The country claimed independence on July 1, 1962, and changed its name from Ruanda-Urundi to Burundi. Mwami Mwambutsa IV was named king. On September 18, 1962, Burundi joined the United Nations. After bloody wars for years, the country made its first move towards democracy. A democratic election was conducted in June 1993. This was followed by innumerable murders, coups and rebellions, the country stuttered towards peace and democracy through combined effort of representatives of various ethnic groups.
Reconstruction efforts in Burundi started to practically take effect after 2006. The UN shut down its peacekeeping mission and re-focused on helping with reconstruction. Toward achieving economic reconstruction, Rwanda, D.R.Congo and Burundi relaunched the regional economic bloc: The Great Lakes Countries Economic Community. In addition, Burundi, along with Rwanda, joined the East African Community in 2007.

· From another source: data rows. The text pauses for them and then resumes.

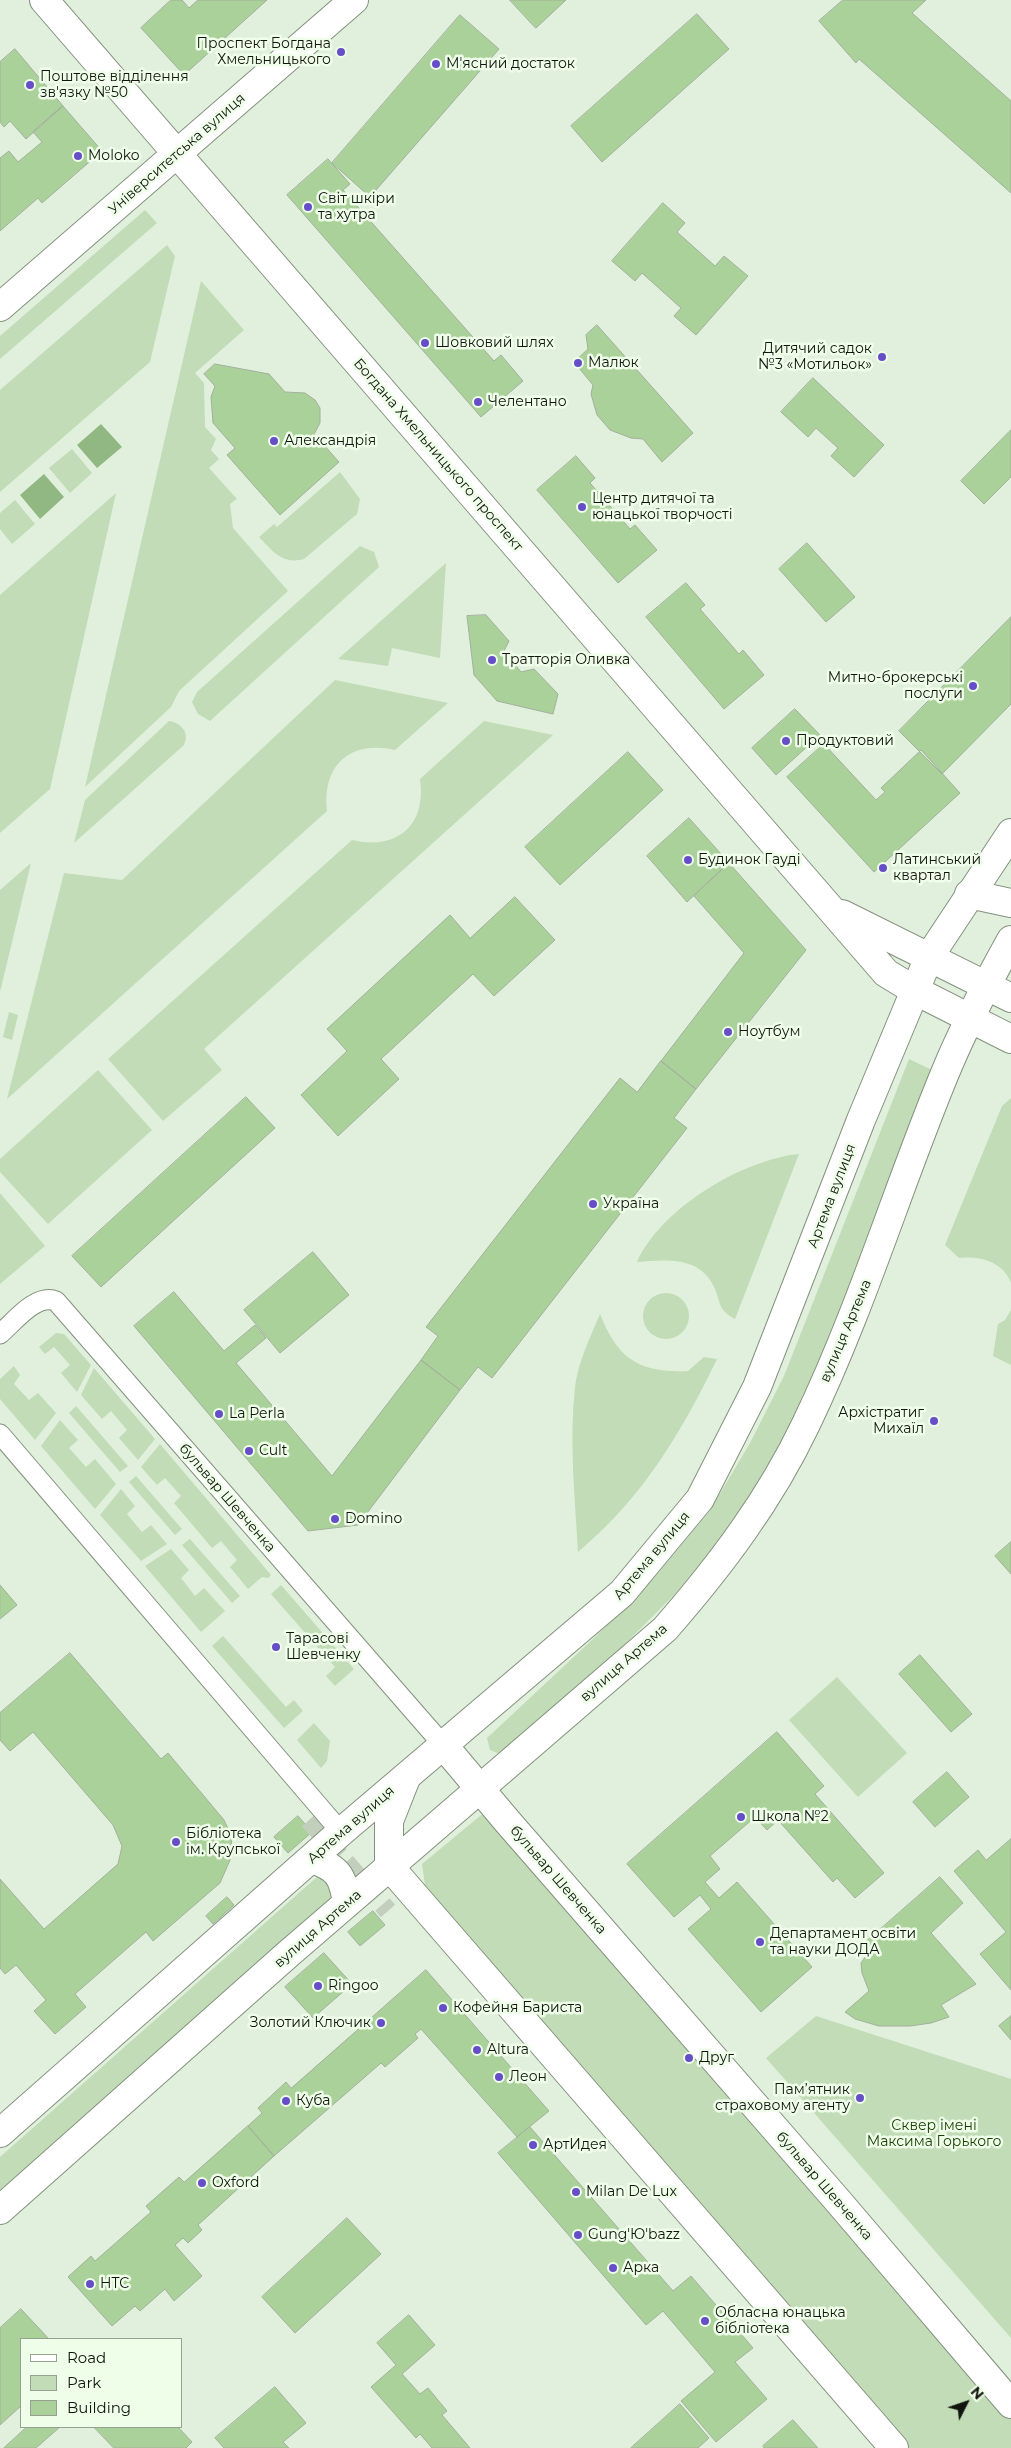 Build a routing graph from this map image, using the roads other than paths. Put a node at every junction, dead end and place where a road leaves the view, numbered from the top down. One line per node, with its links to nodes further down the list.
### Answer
1 (44, 0): 3 (main road, Богдана Хмельницького проспект)
2 (354, 0): 3 (main road, Університетська вулиця)
3 (177, 154): 4 (main road, Університетська вулиця); 8 (main road, Богдана Хмельницького проспект)
4 (0, 307)
5 (1011, 833): 6 (main road, Артема вулиця)
6 (969, 894): 7 (main road); 10 (main road, Артема вулиця)
7 (1011, 903)
8 (831, 909): 10 (main road, Богдана Хмельницького проспект); 12 (main road, Богдана Хмельницького проспект)
9 (1011, 940): 11 (main road, вулиця Артема)
10 (929, 957): 11 (main road, Богдана Хмельницького проспект); 12 (main road, Артема вулиця)
11 (986, 985): 13 (main road, Богдана Хмельницького проспект); 14 (main road, вулиця Артема)
12 (914, 990): 14 (main road, Богдана Хмельницького проспект); 18 (main road, Артема вулиця)
13 (1011, 998)
14 (970, 1018): 15 (main road, Богдана Хмельницького проспект); 20 (main road, вулиця Артема)
15 (1011, 1039)
16 (0, 1334): 18 (street, бульвар Шевченка)
17 (0, 1434): 21 (street)
18 (444, 1746): 19 (main road, Артема вулиця); 20 (main road, бульвар Шевченка)
19 (406, 1778): 21 (main road, Артема вулиця); 23 (main road)
20 (480, 1787): 23 (main road, вулиця Артема); 27 (main road, бульвар Шевченка)
21 (342, 1832): 22 (main road, Артема вулиця)
22 (312, 1859): 24 (main road); 25 (main road, Артема вулиця)
23 (389, 1866): 24 (main road, вулиця Артема); 28 (main road)
24 (347, 1903): 26 (main road, вулиця Артема)
25 (0, 2133)
26 (0, 2210)
27 (1011, 2404)
28 (894, 2448)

Through 2007 to 2011, Burundi had to negotiate various other challenges to the peace and integrity of the country. Burundi now participates in African Union peackeeping missions. Now the country is taking baby steps in redeeming itself from its bloody past and making the effort to gain a better future. However, according to Wikipedia, Burundi is one of the five poorest countries in the world. It has one of the lowest per capita GDPs of any nation in the worldand a low gross domestic product largely due to warfare, corruption, poor access to education and the effects of HIV/AIDS. Burundi is densely populated and experiences substantial emigration. According to a 2012 DHL Global Connectedness Index, Burundi is the least globalized of 140 surveyed countries.
It is hightime that the country realizes its vast potential, in its natural resources as well as the human resources. With increasing exports; access to investments and humanitarian funds, Burundi is becoming more dynamic and enterprising. Its government, citizens and business community are making a concerted effort to create wealth and raise the standard of living in the country. Here is an overview of the encouraging developments in Burundi.
The beginning of a change
It does sound depressing reading that piece of information. However, the intention of this article is not to highlight the limitations of Burundi. Rather, it is about the efforts this country is making to turn around the situation. According to “Doing Business 2013 – Smarter Regulations for Small and Medium-Size Enterprises” published by “Doing Business” in October 23, 2012, Burundi has been recognized as one of the few countries having the most improved ease of doing business across several areas of regulation as measured by the report.
Figure 1: How far has Burundi come in the areas measured by Doing Business?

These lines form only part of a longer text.